Portfolio on 2.5.21

A bit calmer, up 0.86% for the week. Interesting that bonds have increased, mostly coming at the expense of gold and cash. The “defensive assets” are still providing a headwind though. On February 5th, the strategy rebalanced to:

38% SPY , 38% TLT , 19% GLD , 5% Cash

I’m hopefully two weeks away from automating this update fully on its own page of the blog. I need to test it a bit live first before switching it on.

*All investing strategies come with the risk of loss, including this one. This portfolio may not be appropriate for your investment goals and requirements, and it is not investment advice.

It should not be assumed that recommendations made in the future will be profitable or will equal the performance of the securities in this list.

Calculations are my own. Returns shown do not include trading costs. They do not include any fees. Past performance is not indicative of future performance. Dividends are re-invested.

4 Replies on “Portfolio on 2.5.21

  1. How much data do you use to make your calculations? I’ve been playing with the numbers and so far I would have had a better performance using 90-180 days back. Saludos.

    1. I’m biases to shorter timeframes. https://breakingthemarket.com/convergence-time/

      There are different timeframes that work better historically than what I’m using. I don’t backtest lookback times, but try and mathematically and conceptionally justify the choice. Its too easy to say “73 days” is the optimal lookback period from a backtest, when there isn’t any reason why 73 is the best going forward.

  2. Hi BTM!

    I absolutely love the blog and have a few questions if you don’t mind.

    1. Do you use implied volatility in your standard deviation calculations? Intuitively it seems like it should be better at predicting near-future volatility compared to historic volatility. Or perhaps averaging them is best. Backtesting with IV may be impossible though as I’ve not seen any data on it going beyond the last decade.

    2. How do you decide the return on gold? The only correlations I could find are extremely minor ones with low interest rates and with extremely high inflation.
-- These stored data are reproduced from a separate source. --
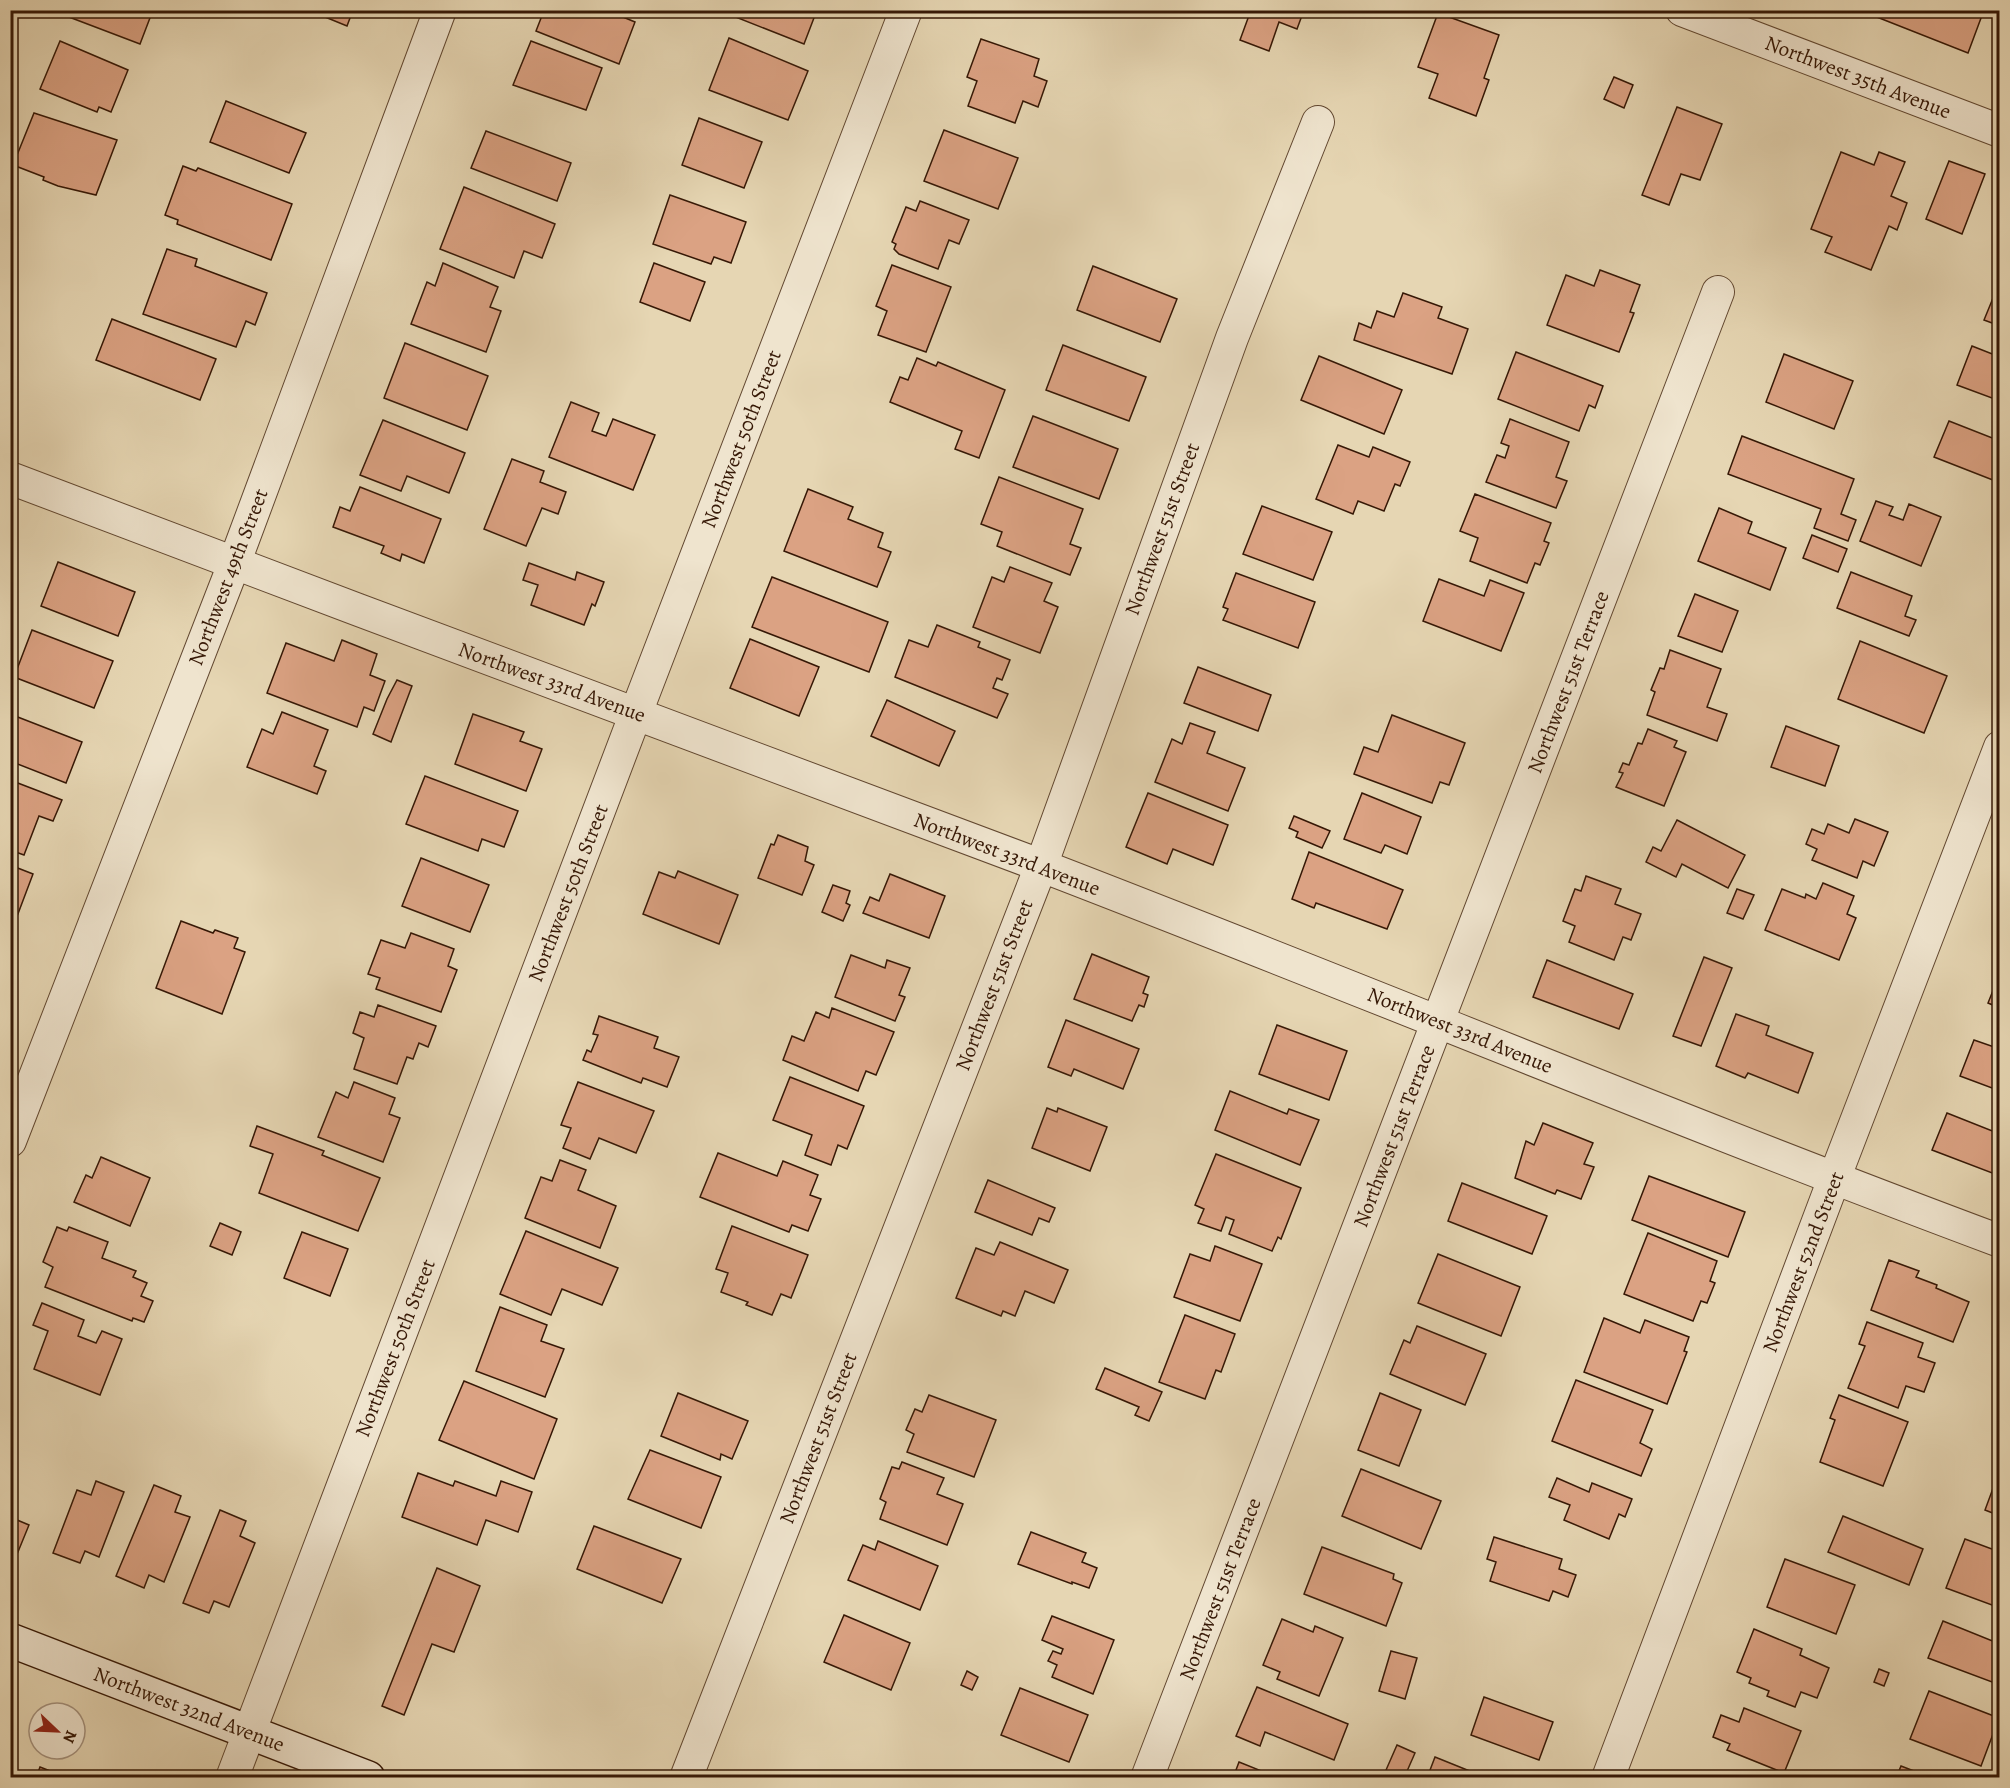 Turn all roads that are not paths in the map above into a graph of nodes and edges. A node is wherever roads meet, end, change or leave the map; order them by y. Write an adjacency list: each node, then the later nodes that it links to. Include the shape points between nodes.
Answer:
1 (440, 10): 8 (street, Northwest 49th Street)
2 (906, 10): 9 (street, Northwest 50th Street)
3 (1682, 10): 5 (street, Northwest 35th Avenue)
4 (1318, 122): 11 (street, Northwest 51st Street, via 1232,338)
5 (1998, 127)
6 (1718, 292): 12 (street, Northwest 51st Terrace)
7 (10, 478): 8 (street, Northwest 33rd Avenue)
8 (234, 564): 9 (street, Northwest 33rd Avenue); 13 (street, Northwest 49th Street)
9 (636, 713): 11 (street, Northwest 33rd Avenue); 17 (street, Northwest 50th Street)
10 (2000, 747): 14 (street, Northwest 52nd Street)
11 (1041, 866): 12 (street, Northwest 33rd Avenue); 20 (street, Northwest 51st Street)
12 (1438, 1021): 14 (street, Northwest 33rd Avenue); 21 (street, Northwest 51st Terrace)
13 (10, 1141)
14 (1834, 1179): 15 (street, Northwest 33rd Avenue); 22 (street, Northwest 52nd Street)
15 (2000, 1241)
16 (10, 1640): 17 (main road, Northwest 32nd Avenue)
17 (250, 1732): 18 (street, Northwest 50th Street); 19 (main road, Northwest 32nd Avenue)
18 (232, 1778)
19 (368, 1778)
20 (686, 1778)
21 (1147, 1778)
22 (1608, 1778)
    I think a pragmatic approach could be to predict minor returns when 1Y treasuries are below the 5-year average and additional returns if inflation fear (https://fred.stlouisfed.org/series/T10YIE) is above the 5-year average. I would never feel comfortable predicting returns over ~3% though.

    3. Do you have any thought on Damodaran’s implied ERP calculations (http://pages.stern.nyu.edu/~adamodar/). I found them to be shockingly accurate when I backtested them against future 10Y returns of the S&P. I’m not sure how accurate they’re going to continue to be in the future but I assume they’re more accurate than any calculations I could come up with on my own.

    4. I’ve seen you write a few times that TLT is linked to the 30Y treasury but isn’t it more-so linked to the 20Y? While TLT’s average maturity is 26.1 years, shouldn’t the average maturity (of 18.8 years) be more important for pricing the fund as its what influences valuation and price movements?

    Thanks!

    1. 1.) No, but I don’t hate the idea if you want to do that. IV has an inherent bias in it to be slightly higher than future realized vol, which isn’t necessarily a bad thing as it will keep you conservative and help you “miss left”, but it isn’t really a prediction of the future vol. There is also the back testing problem that you pointed out.
      2.) Gold is very hard to predict. One thought is it should be similar to the growth of the money supply. I’ll talk about it in a later post. I like meathods similar to the one you describe, but haven’t ever felt fully comfortable with them.
      3.) Its an interesting calculation, but it seems a bit recursive. At some level he’s just saying it will be similar to what it was before. He’s also calculating the geometric premium, not the arithmetic, which is fine, but is of course smaller. But I should study it more.
      4.) TLT may be closer to the 20Y than 30Y. I’ve always though it was roughly in between and I often get the difference between maturity and duration confused. Utltimatly this is a difference in backtest vs real life though as I don’t size my TLT exposure based on the 30Y data, but on what TLTs own vol and corr.